- ABOUT THIS TASK -
In the data below, reproduce everything exactly except the images.
========
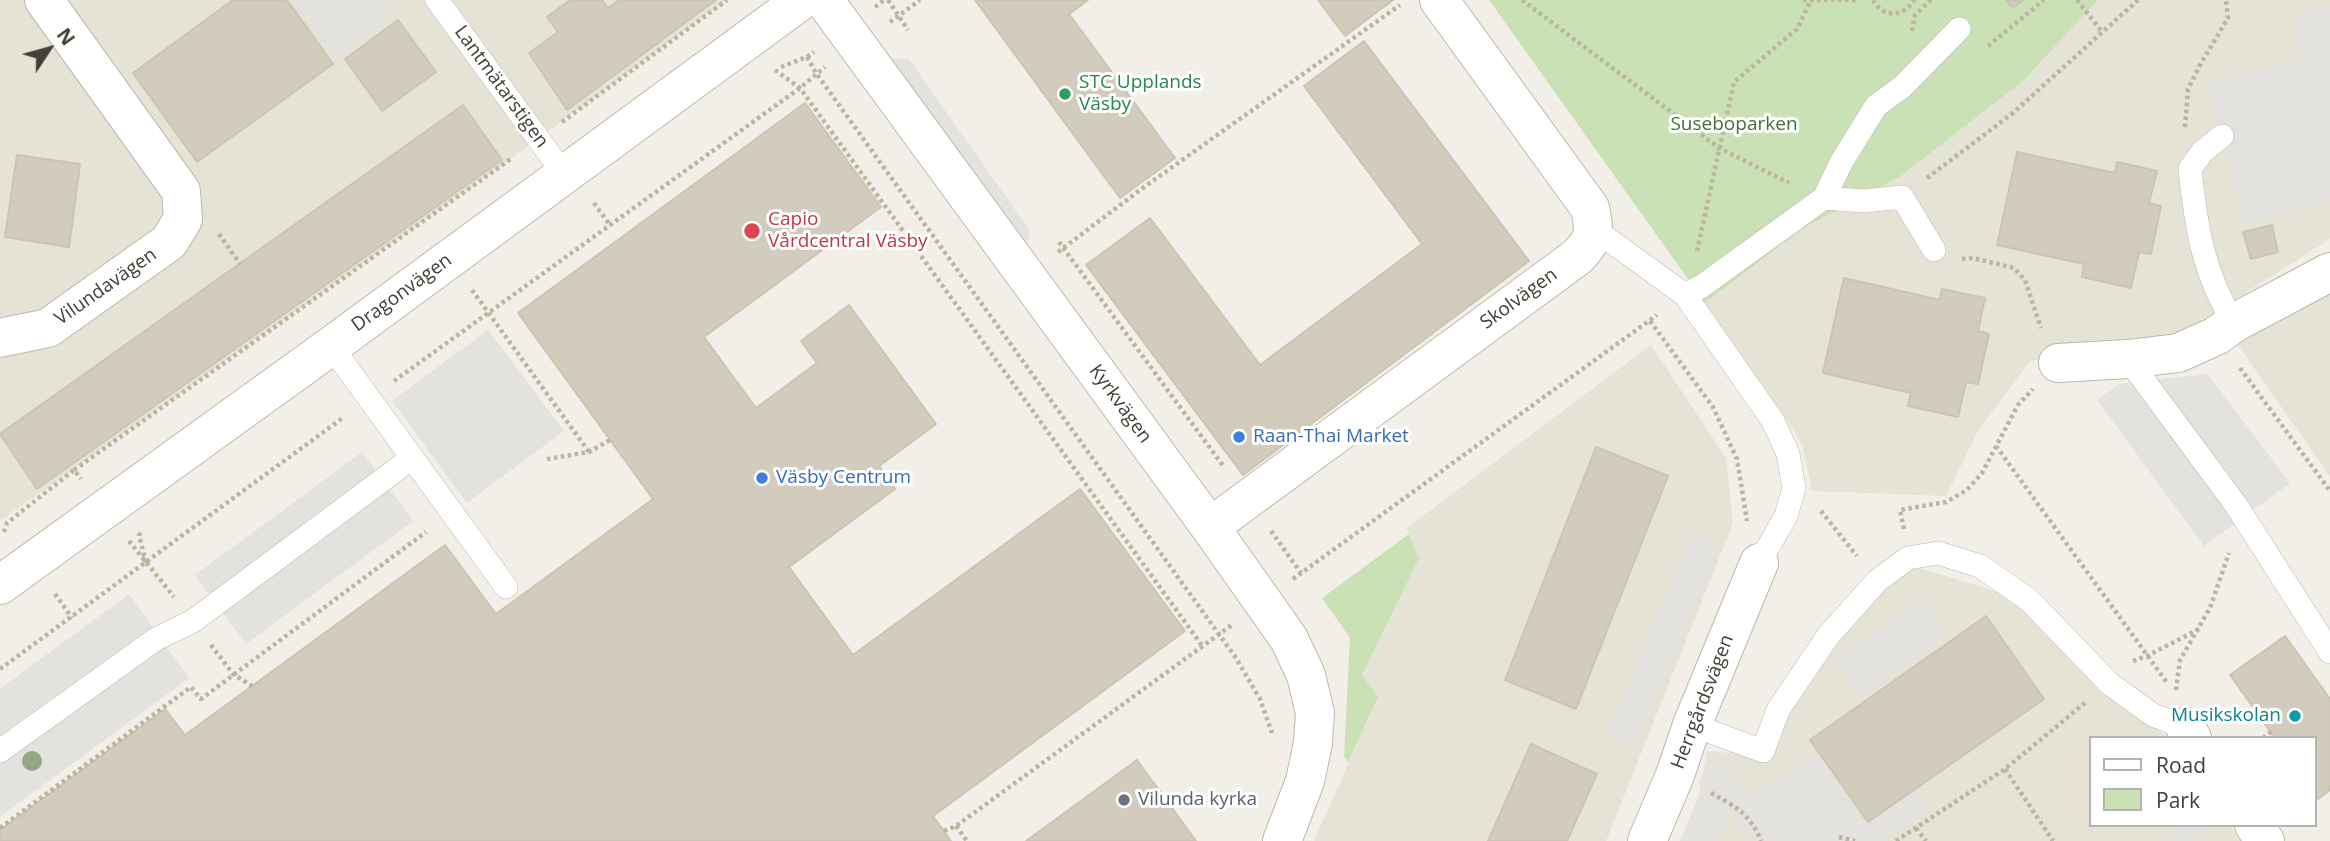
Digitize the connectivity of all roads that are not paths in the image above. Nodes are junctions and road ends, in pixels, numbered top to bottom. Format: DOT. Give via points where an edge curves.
graph roads {
  1 [pos="44,0"];
  2 [pos="802,0"];
  3 [pos="824,0"];
  4 [pos="1439,0"];
  5 [pos="445,3"];
  6 [pos="1959,29"];
  7 [pos="2222,136"];
  8 [pos="564,174"];
  9 [pos="1824,198"];
  10 [pos="1594,229"];
  11 [pos="1942,254"];
  12 [pos="2330,272"];
  13 [pos="1694,290"];
  14 [pos="2225,329"];
  15 [pos="0,338"];
  16 [pos="331,345"];
  17 [pos="2128,359"];
  18 [pos="2058,363"];
  19 [pos="412,458"];
  20 [pos="1210,527"];
  21 [pos="1759,563"];
  22 [pos="0,584"];
  23 [pos="506,587"];
  24 [pos="2330,652"];
  25 [pos="1692,724"];
  26 [pos="2189,733"];
  27 [pos="0,751"];
  28 [pos="1282,841"];
  29 [pos="1647,841"];
  1 -- 15 [label="street, Vilundavägen" via="181,191 183,219 169,242 48,328"];
  2 -- 8 [label="street, Dragonvägen"];
  3 -- 20 [label="street, Kyrkvägen"];
  4 -- 10 [label="street" via="1590,208"];
  5 -- 8 [label="lane, Lantmätarstigen" via="546,133"];
  6 -- 9 [label="lane" via="1902,87 1876,106"];
  7 -- 14 [label="lane" via="2190,169 2196,228"];
  8 -- 16 [label="street, Dragonvägen"];
  9 -- 11 [label="lane" via="1864,201 1902,197"];
  9 -- 13 [label="lane"];
  10 -- 13 [label="lane"];
  10 -- 20 [label="street, Skolvägen" via="1589,244 1577,257"];
  12 -- 14 [label="street"];
  13 -- 21 [label="lane" via="1788,454 1794,488 1787,516"];
  14 -- 17 [label="street" via="2178,353"];
  16 -- 19 [label="lane"];
  16 -- 22 [label="street, Dragonvägen"];
  17 -- 18 [label="street"];
  17 -- 24 [label="lane" via="2235,505"];
  19 -- 23 [label="lane"];
  19 -- 27 [label="lane" via="193,621 156,639"];
  20 -- 28 [label="street, Kyrkvägen" via="1289,639 1306,675 1315,713 1305,780"];
  21 -- 25 [label="street, Herrgårdsvägen"];
  25 -- 26 [label="lane" via="1763,751 1778,710 1828,636 1877,581 1908,558 1938,553 1980,566 2029,600 2110,684 2153,715"];
  25 -- 29 [label="street, Herrgårdsvägen"];
}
========
- OUTPUT FOR THIS TASK -
Digitize the connectivity of all roads that are not paths in the image above. Nodes are junctions and road ends, in pixels, numbered top to bottom. Format: DOT. Give via points where an edge curves.
graph roads {
  1 [pos="44,0"];
  2 [pos="802,0"];
  3 [pos="824,0"];
  4 [pos="1439,0"];
  5 [pos="445,3"];
  6 [pos="1959,29"];
  7 [pos="2222,136"];
  8 [pos="564,174"];
  9 [pos="1824,198"];
  10 [pos="1594,229"];
  11 [pos="1942,254"];
  12 [pos="2330,272"];
  13 [pos="1694,290"];
  14 [pos="2225,329"];
  15 [pos="0,338"];
  16 [pos="331,345"];
  17 [pos="2128,359"];
  18 [pos="2058,363"];
  19 [pos="412,458"];
  20 [pos="1210,527"];
  21 [pos="1759,563"];
  22 [pos="0,584"];
  23 [pos="506,587"];
  24 [pos="2330,652"];
  25 [pos="1692,724"];
  26 [pos="2189,733"];
  27 [pos="0,751"];
  28 [pos="1282,841"];
  29 [pos="1647,841"];
  1 -- 15 [label="street, Vilundavägen" via="181,191 183,219 169,242 48,328"];
  2 -- 8 [label="street, Dragonvägen"];
  3 -- 20 [label="street, Kyrkvägen"];
  4 -- 10 [label="street" via="1590,208"];
  5 -- 8 [label="lane, Lantmätarstigen" via="546,133"];
  6 -- 9 [label="lane" via="1902,87 1876,106"];
  7 -- 14 [label="lane" via="2190,169 2196,228"];
  8 -- 16 [label="street, Dragonvägen"];
  9 -- 11 [label="lane" via="1864,201 1902,197"];
  9 -- 13 [label="lane"];
  10 -- 13 [label="lane"];
  10 -- 20 [label="street, Skolvägen" via="1589,244 1577,257"];
  12 -- 14 [label="street"];
  13 -- 21 [label="lane" via="1788,454 1794,488 1787,516"];
  14 -- 17 [label="street" via="2178,353"];
  16 -- 19 [label="lane"];
  16 -- 22 [label="street, Dragonvägen"];
  17 -- 18 [label="street"];
  17 -- 24 [label="lane" via="2235,505"];
  19 -- 23 [label="lane"];
  19 -- 27 [label="lane" via="193,621 156,639"];
  20 -- 28 [label="street, Kyrkvägen" via="1289,639 1306,675 1315,713 1305,780"];
  21 -- 25 [label="street, Herrgårdsvägen"];
  25 -- 26 [label="lane" via="1763,751 1778,710 1828,636 1877,581 1908,558 1938,553 1980,566 2029,600 2110,684 2153,715"];
  25 -- 29 [label="street, Herrgårdsvägen"];
}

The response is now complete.